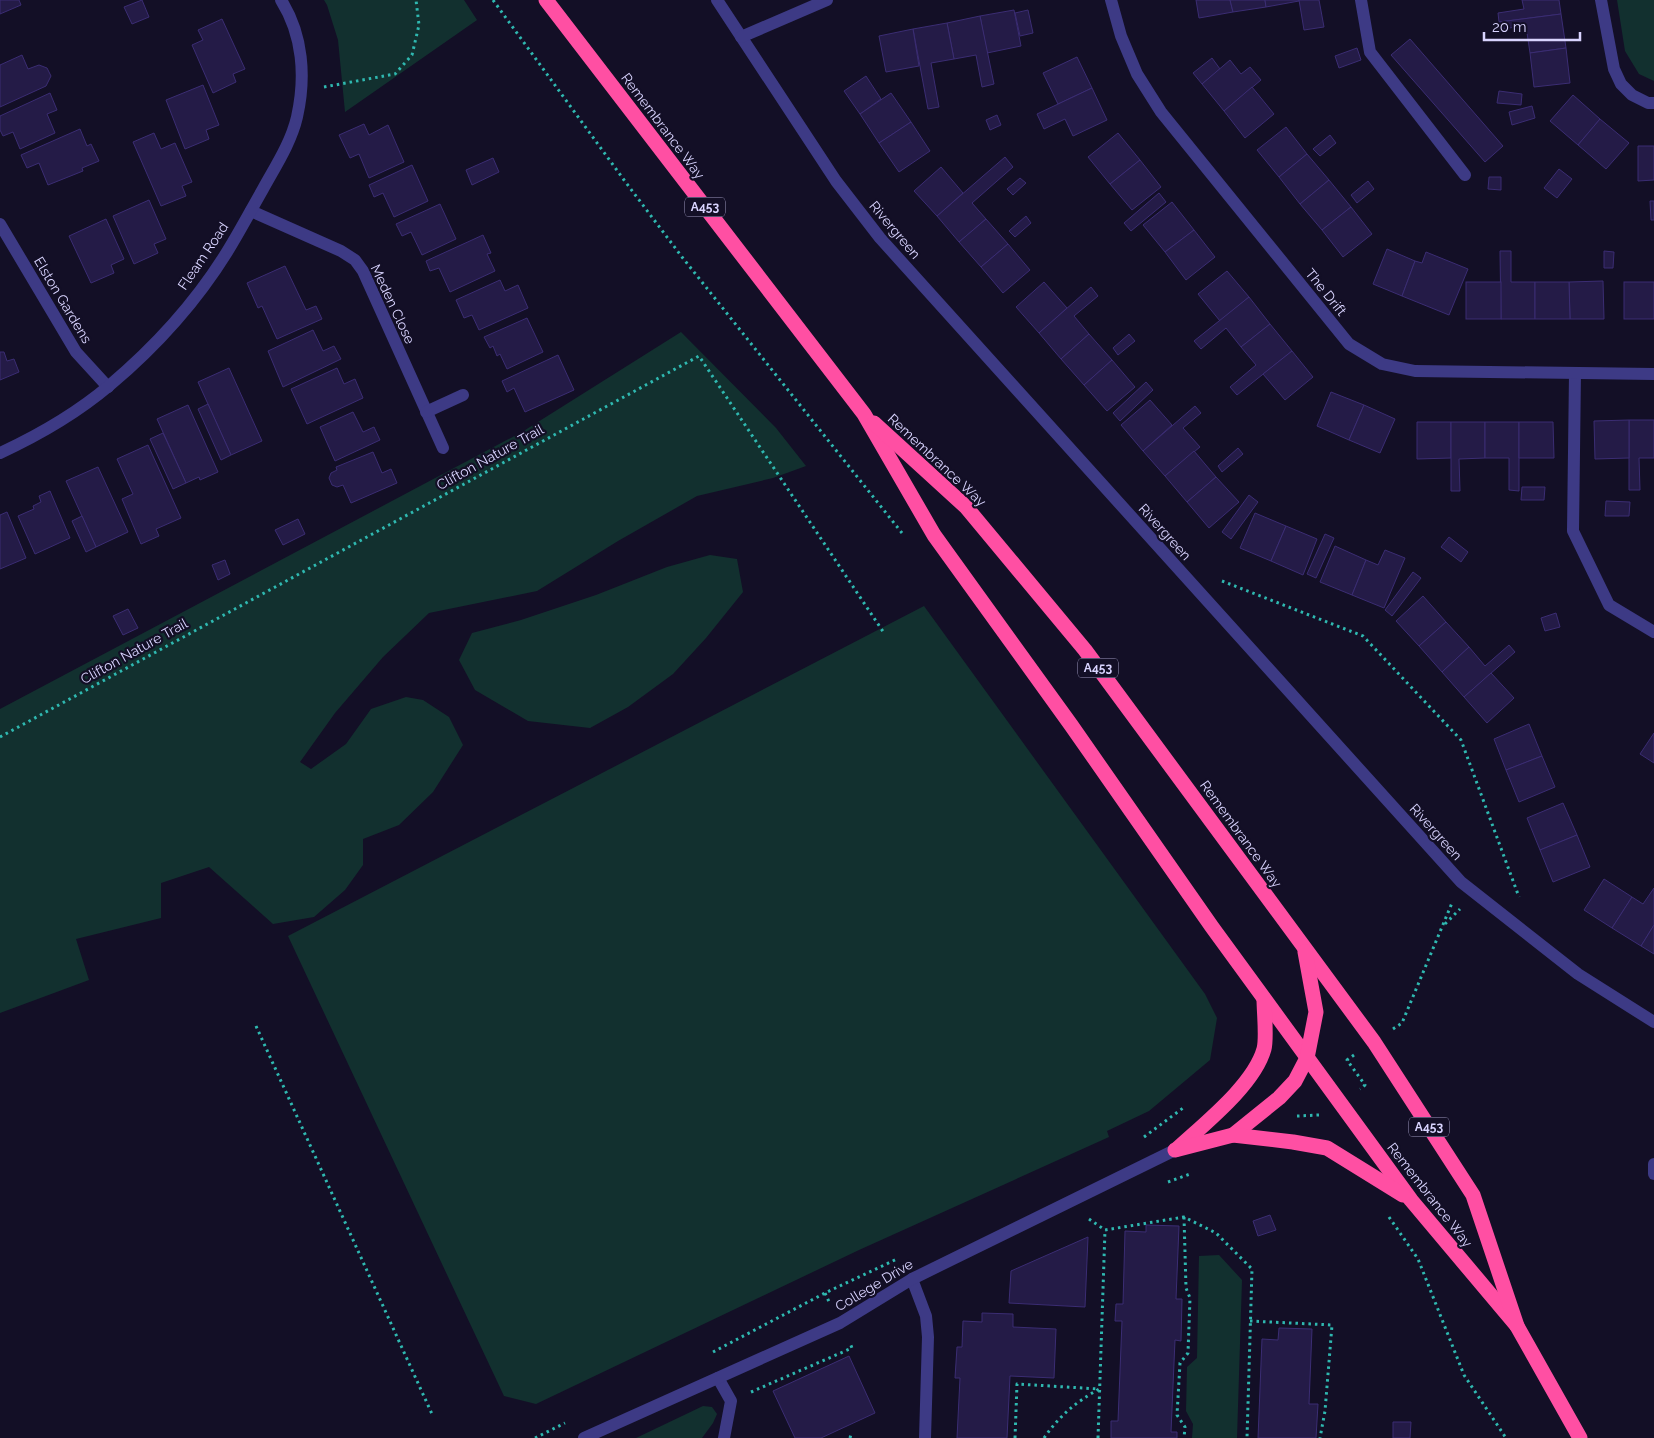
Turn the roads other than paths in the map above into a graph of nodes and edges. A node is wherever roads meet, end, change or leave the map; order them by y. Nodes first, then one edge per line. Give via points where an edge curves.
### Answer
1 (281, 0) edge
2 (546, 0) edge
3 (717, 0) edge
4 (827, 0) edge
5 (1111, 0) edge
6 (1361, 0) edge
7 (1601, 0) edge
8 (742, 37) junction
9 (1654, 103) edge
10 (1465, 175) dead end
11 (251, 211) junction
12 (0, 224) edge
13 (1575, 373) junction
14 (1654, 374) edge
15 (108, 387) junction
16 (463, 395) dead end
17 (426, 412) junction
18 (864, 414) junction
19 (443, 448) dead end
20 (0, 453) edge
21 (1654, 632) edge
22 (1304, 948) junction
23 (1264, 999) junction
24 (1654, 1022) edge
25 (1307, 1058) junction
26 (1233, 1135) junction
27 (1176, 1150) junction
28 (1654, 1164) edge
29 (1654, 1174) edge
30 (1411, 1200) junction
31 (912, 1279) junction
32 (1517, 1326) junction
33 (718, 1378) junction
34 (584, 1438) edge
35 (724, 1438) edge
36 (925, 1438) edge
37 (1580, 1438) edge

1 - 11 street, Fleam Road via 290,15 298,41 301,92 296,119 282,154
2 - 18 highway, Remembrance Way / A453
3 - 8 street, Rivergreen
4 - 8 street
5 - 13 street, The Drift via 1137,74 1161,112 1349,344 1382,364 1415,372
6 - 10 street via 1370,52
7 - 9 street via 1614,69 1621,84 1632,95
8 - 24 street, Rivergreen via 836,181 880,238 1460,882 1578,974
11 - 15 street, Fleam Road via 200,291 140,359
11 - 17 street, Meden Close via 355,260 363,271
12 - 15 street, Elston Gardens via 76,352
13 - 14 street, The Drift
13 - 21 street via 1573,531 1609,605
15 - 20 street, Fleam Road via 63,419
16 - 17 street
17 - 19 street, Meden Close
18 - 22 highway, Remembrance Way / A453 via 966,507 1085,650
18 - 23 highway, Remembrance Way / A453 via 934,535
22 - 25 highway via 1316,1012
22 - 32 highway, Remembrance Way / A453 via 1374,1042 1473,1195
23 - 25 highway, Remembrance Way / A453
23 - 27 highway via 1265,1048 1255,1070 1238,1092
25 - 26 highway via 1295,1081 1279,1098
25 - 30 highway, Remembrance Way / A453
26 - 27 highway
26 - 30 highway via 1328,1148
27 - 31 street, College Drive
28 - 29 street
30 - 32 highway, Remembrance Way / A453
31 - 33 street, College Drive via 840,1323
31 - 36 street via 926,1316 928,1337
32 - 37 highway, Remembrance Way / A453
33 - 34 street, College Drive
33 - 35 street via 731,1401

---

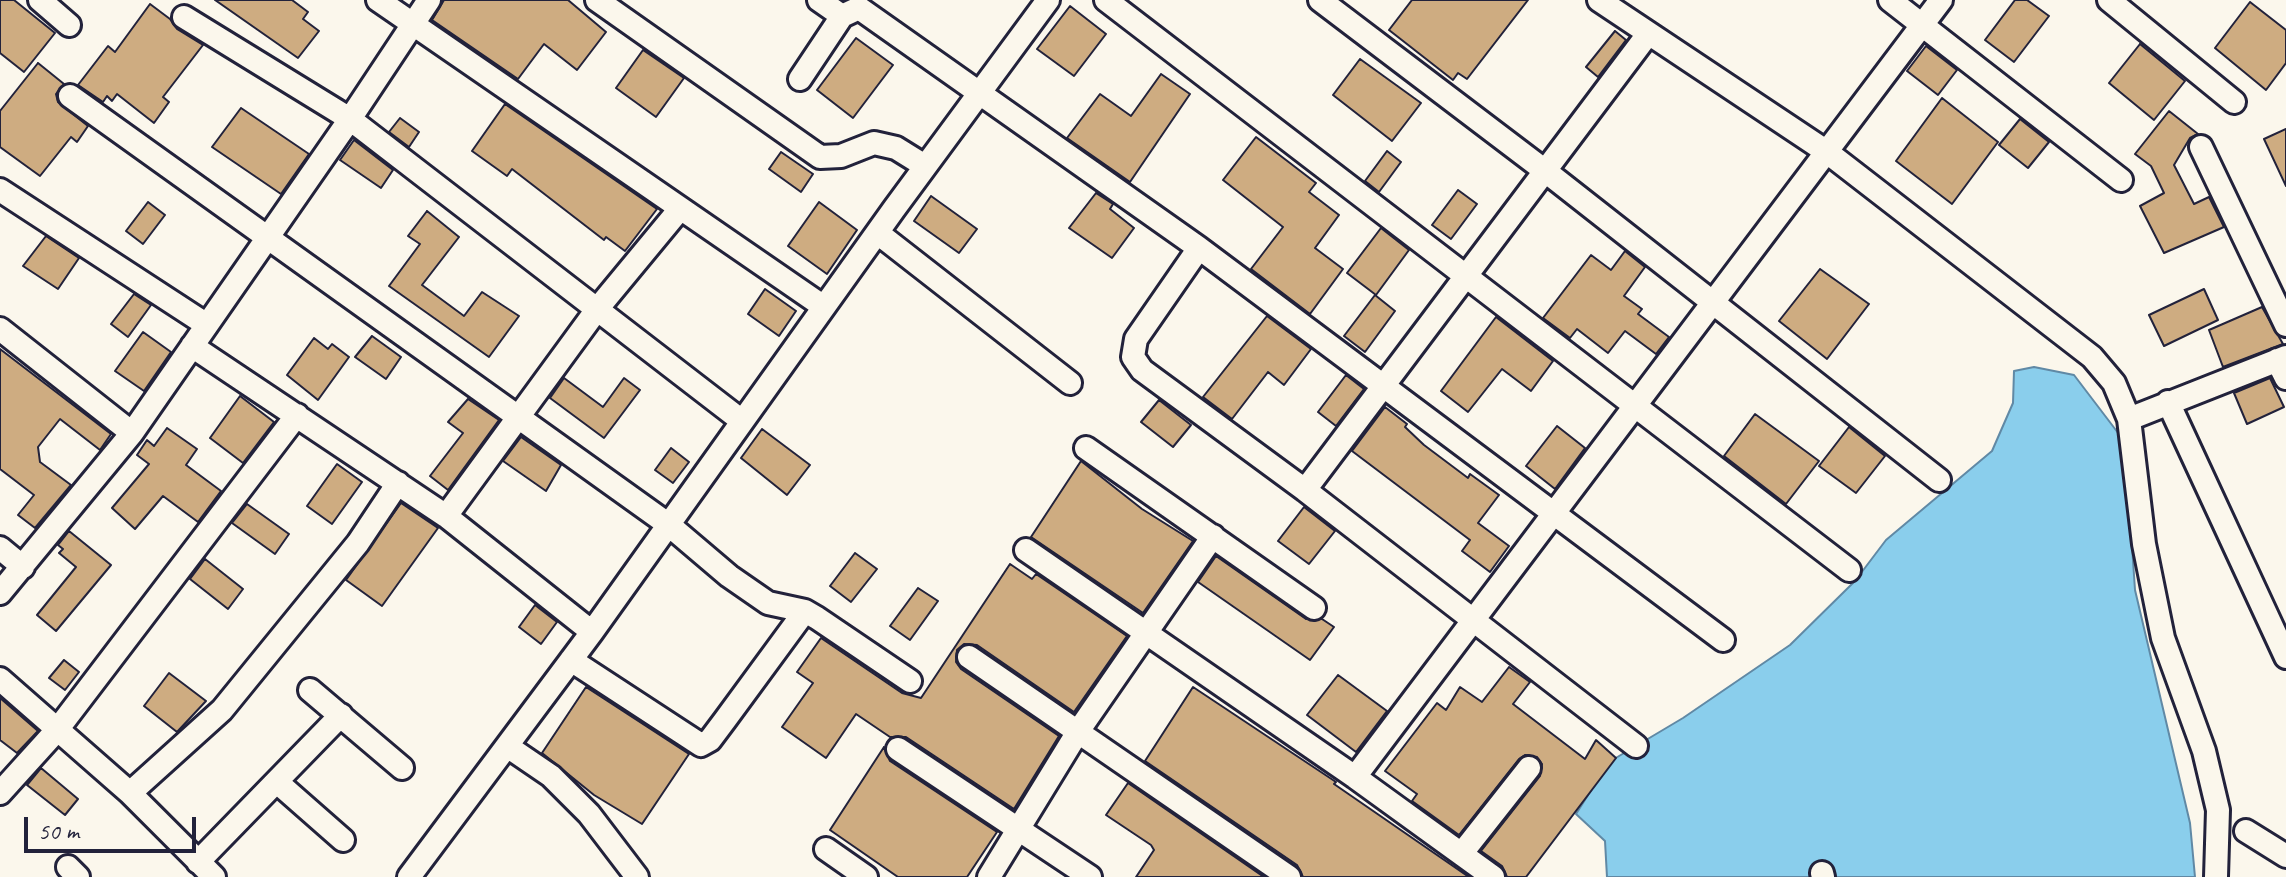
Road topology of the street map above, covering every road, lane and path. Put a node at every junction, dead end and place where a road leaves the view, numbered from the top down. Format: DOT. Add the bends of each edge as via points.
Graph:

_Task goal_.
From the entries, report each line that includes the word "where".

_Output for this task_.
Turn the roads other than paths in the map above into a graph of nodes and edges. A node is wherever roads meet, end, change or leave the map; order them by y. Nodes first, then one edge per line. Give via points where an edge curves.
Road topology of the street map above, covering every road, lane and path. Put a node at every junction, dead end and place where a road leaves the view, numbered from the top down. Format: DOT. Add the bends of each edge as via points.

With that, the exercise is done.